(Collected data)
_ _ _

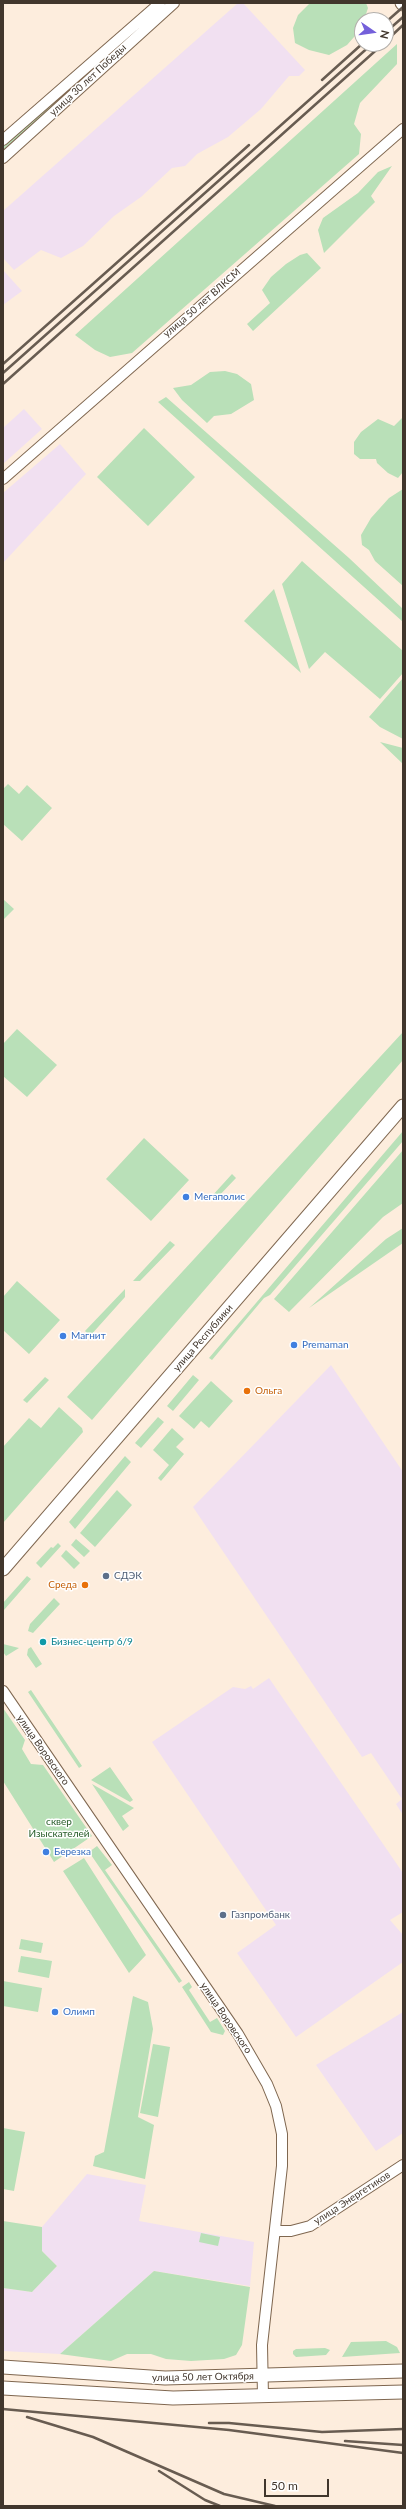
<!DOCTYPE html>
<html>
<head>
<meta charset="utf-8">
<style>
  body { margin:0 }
  #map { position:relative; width:406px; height:2509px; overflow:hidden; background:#fdeddd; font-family:Lato,sans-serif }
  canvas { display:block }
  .frame { position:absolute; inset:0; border:4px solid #41362c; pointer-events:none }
  .north { position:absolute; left:354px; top:12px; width:40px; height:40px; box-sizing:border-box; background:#fff; border:1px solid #b3afab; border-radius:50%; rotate:103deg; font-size:11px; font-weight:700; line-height:16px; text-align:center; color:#41362c }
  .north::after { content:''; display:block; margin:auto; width:14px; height:18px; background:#7460da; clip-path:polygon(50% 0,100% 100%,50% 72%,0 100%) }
  .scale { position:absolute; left:264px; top:2479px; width:65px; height:18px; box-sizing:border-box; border:2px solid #41362c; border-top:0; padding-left:5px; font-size:12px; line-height:14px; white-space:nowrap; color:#41362c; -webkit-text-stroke:3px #fff; paint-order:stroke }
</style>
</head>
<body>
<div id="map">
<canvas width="406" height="2509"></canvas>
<div class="frame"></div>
<div class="north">N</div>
<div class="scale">50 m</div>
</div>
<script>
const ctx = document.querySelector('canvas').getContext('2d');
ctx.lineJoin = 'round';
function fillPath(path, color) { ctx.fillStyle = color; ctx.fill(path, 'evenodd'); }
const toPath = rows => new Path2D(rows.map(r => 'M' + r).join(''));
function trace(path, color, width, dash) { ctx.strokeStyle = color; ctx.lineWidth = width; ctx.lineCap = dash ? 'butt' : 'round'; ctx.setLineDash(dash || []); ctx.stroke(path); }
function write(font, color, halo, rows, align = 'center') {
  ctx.font = font + ' Lato,sans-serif'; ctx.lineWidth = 3; ctx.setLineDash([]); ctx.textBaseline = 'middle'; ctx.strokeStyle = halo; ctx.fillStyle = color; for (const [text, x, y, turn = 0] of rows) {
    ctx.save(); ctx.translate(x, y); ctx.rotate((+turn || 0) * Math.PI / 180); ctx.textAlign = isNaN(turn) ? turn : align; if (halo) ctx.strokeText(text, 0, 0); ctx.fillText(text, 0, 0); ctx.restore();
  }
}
fillPath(toPath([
  [238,3,243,3,305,70,299,76,289,76,261,109,228,137,197,154,185,166,172,168,141,197,114,216,83,246,61,258,41,250,14,270,3,258,3,211],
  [3,270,22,291,3,305],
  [24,409,42,429,3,464,3,428],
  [60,444,86,474,3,563,3,493],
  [331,1365,403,1472,403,1815,396,1804,402,1799,371,1753,362,1757,193,1507],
  [269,1678,403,1873,403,1912,390,1920,403,1935,403,1962,296,2037,237,1953,276,1925,152,1742,233,1687,245,1689,251,1686,253,1689],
  [403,2012,403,2133,376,2151,316,2065],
  [87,2174,146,2185,139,2221,254,2242,250,2286,154,2271,60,2354,3,2351,3,2288,32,2292,57,2266,42,2251,42,2227]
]), '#f1e0f1');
fillPath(toPath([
  [310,3,366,3,368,8,364,20,362,20,362,28,347,45,329,55,309,50,295,43,293,28,298,15],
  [137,30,138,32,3,150,3,147],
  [397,44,397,64,360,103,354,124,361,134,359,154,132,353,110,357,95,350,75,335],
  [392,166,371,196,375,202,324,253,318,230,323,218,358,193,378,172],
  [307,253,321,268,253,331,247,324,270,303,262,290,271,277,286,264,300,255],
  [225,371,237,374,251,384,254,400,231,414,214,416,207,423,182,400,173,388,191,385,210,372],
  [166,397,349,558,403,609,403,622,158,402],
  [403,417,403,472,398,478,388,473,377,463,376,459,360,459,354,454,354,442,361,432,378,419,394,426],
  [144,428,195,477,148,526,97,477],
  [403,489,403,586,375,561,369,550,362,545,361,535,371,518,389,498],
  [302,561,403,651,403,673,380,699,325,652,309,669,282,584],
  [274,589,301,673,244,621],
  [403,678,403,739,380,727,369,717],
  [380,742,403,748,403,764],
  [8,784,19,794,27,785,52,808,22,841,3,824,3,789],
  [3,899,14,909,3,920],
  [17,1029,57,1065,27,1097,3,1076,3,1044],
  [403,1032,403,1060,92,1420,67,1397],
  [403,1131,403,1141,270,1295,264,1298,212,1360,209,1358],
  [144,1138,189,1180,151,1221,106,1179],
  [403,1150,403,1203,383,1217,289,1312,274,1299],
  [232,1174,236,1178,215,1200,212,1196],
  [403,1228,403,1243,309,1308,386,1239],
  [170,1241,175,1245,140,1281,133,1281],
  [17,1281,60,1320,29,1354,3,1330,3,1297],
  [125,1289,125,1297,90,1336,85,1331],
  [193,1375,199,1380,173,1411,167,1406],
  [45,1377,49,1380,27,1403,23,1400],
  [211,1381,233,1401,209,1428,201,1421,194,1429,179,1416],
  [59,1407,82,1428,83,1432,3,1523,3,1447,29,1418,41,1428],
  [158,1417,164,1422,141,1448,135,1443],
  [172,1428,184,1439,176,1447,184,1454,161,1481,158,1478,169,1465,153,1450],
  [125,1456,131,1462,75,1529,69,1522],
  [117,1490,132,1505,95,1547,80,1533],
  [76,1539,90,1551,84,1557,71,1545],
  [58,1543,61,1546,41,1568,36,1563,51,1547,53,1548],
  [66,1550,80,1563,74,1569,61,1556],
  [27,1576,31,1579,4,1610,3,1603],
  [54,1598,60,1604,33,1633,28,1631,30,1624],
  [3,1644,19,1648,6,1656,3,1652],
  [31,1647,42,1664,36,1668,27,1655,28,1649],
  [31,1690,82,1766,79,1768,28,1692],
  [3,1708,25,1740,22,1749,31,1764,43,1765,92,1836,54,1862,3,1781],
  [110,1767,133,1800,130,1802,91,1780],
  [92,1784,134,1808,122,1816,129,1826,123,1831],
  [97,1846,112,1865,105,1870,182,1981,179,1983,89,1852],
  [84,1858,146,1955,129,1973,63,1871],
  [21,1939,43,1943,41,1953,19,1949],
  [21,1956,52,1961,49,1978,18,1972],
  [3,1981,42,1988,38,2012,3,2006],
  [189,1982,192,1987,189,1990,210,2022,217,2018,225,2031,223,2035,211,2032,182,1987],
  [133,1996,148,2002,153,2029,138,2117,154,2125,145,2179,93,2166,95,2156,104,2152],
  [153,2044,170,2047,158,2117,140,2113],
  [3,2128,25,2132,14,2191,3,2189],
  [3,2221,42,2227,42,2251,57,2266,32,2292,3,2288],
  [201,2233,220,2237,218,2246,199,2242],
  [154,2271,250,2287,242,2345,236,2355,224,2359,191,2361,166,2359,151,2354,127,2354,111,2361,60,2354],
  [386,2341,397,2347,400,2353,342,2357,351,2342],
  [325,2348,330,2350,326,2355,296,2357,293,2354,293,2351,296,2349]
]), '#b9e0b8');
const minor = toPath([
  [3,140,160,3],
  [3,158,174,3],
  [3,479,403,129],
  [3,1691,238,2034,267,2084,276,2106,282,2134,282,2166,262,2345,263,2397],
  [276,2231,291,2231,310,2226,403,2165]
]);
const major = toPath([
  [402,3,403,4],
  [3,1569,403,1106],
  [3,2367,165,2378,403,2371],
  [3,2388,173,2398,403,2392]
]);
trace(minor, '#7f6750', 12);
trace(major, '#7f6750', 15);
trace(minor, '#fff', 10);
trace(major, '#fff', 13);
trace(toPath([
  [386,22,403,7],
  [386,32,403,17],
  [386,41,403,25],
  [322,80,362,44],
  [3,364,249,145],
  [3,373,372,44],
  [3,384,383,44],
  [3,2409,229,2430,403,2453],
  [27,2417,93,2437,224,2494,275,2506],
  [209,2423,229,2423,322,2432,403,2429],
  [345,2441,403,2445],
  [159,2471,205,2500,220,2506]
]), '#685c51', 2.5);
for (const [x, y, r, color] of [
  [186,1197,4,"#3f7fe0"],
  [63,1336,4,"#3f7fe0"],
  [294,1345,4,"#3f7fe0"],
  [247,1391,4,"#e8710a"],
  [106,1576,4,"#5c6f8a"],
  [85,1585,4,"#e8710a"],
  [43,1642,4,"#0f9aa8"],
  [46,1852,4,"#3f7fe0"],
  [223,1915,4,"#5c6f8a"],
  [55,2012,4,"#3f7fe0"]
]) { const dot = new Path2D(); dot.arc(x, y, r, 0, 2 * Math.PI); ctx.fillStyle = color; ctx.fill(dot); trace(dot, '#fff', 1.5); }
write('10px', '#41362c', '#fff', [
  ["улица 30 лет Победы",88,80,-43],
  ["улица 50 лет ВЛКСМ",202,303,-41],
  ["улица Республики",203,1338,-49],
  ["улица Воровского",43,1750,55],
  ["улица Воровского",226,2018,56],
  ["улица Энергетиков",352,2198,-33],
  ["улица 50 лет Октября",203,2377,-1]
]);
write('10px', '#366cbe', '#fff', [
  ["Мегаполис",194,1197],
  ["Магнит",71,1336],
  ["Premaman",302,1345],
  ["Березка",54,1852],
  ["Олимп",63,2012]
], 'left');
write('10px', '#c56008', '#fff', [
  ["Ольга",255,1391],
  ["Среда",77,1585,"right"]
], 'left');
write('10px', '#4e5e75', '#fff', [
  ["СДЭК",114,1576],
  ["Газпромбанк",231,1915]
], 'left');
write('10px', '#0d838f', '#fff', [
  ["Бизнес-центр 6/9",51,1642]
], 'left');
write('10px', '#265c28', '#fff', [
  ["сквер",59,1822],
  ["Изыскателей",59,1834]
]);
</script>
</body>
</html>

_ _ _

Your task:
Using only the entries above, output the line with "position:absolute; inset:0; border:4px", the line with "position:absolute; left:354px; top:12px;", and all lines between them, exactly as they stand.

Exercise result:
  .frame { position:absolute; inset:0; border:4px solid #41362c; pointer-events:none }
  .north { position:absolute; left:354px; top:12px; width:40px; height:40px; box-sizing:border-box; background:#fff; border:1px solid #b3afab; border-radius:50%; rotate:103deg; font-size:11px; font-weight:700; line-height:16px; text-align:center; color:#41362c }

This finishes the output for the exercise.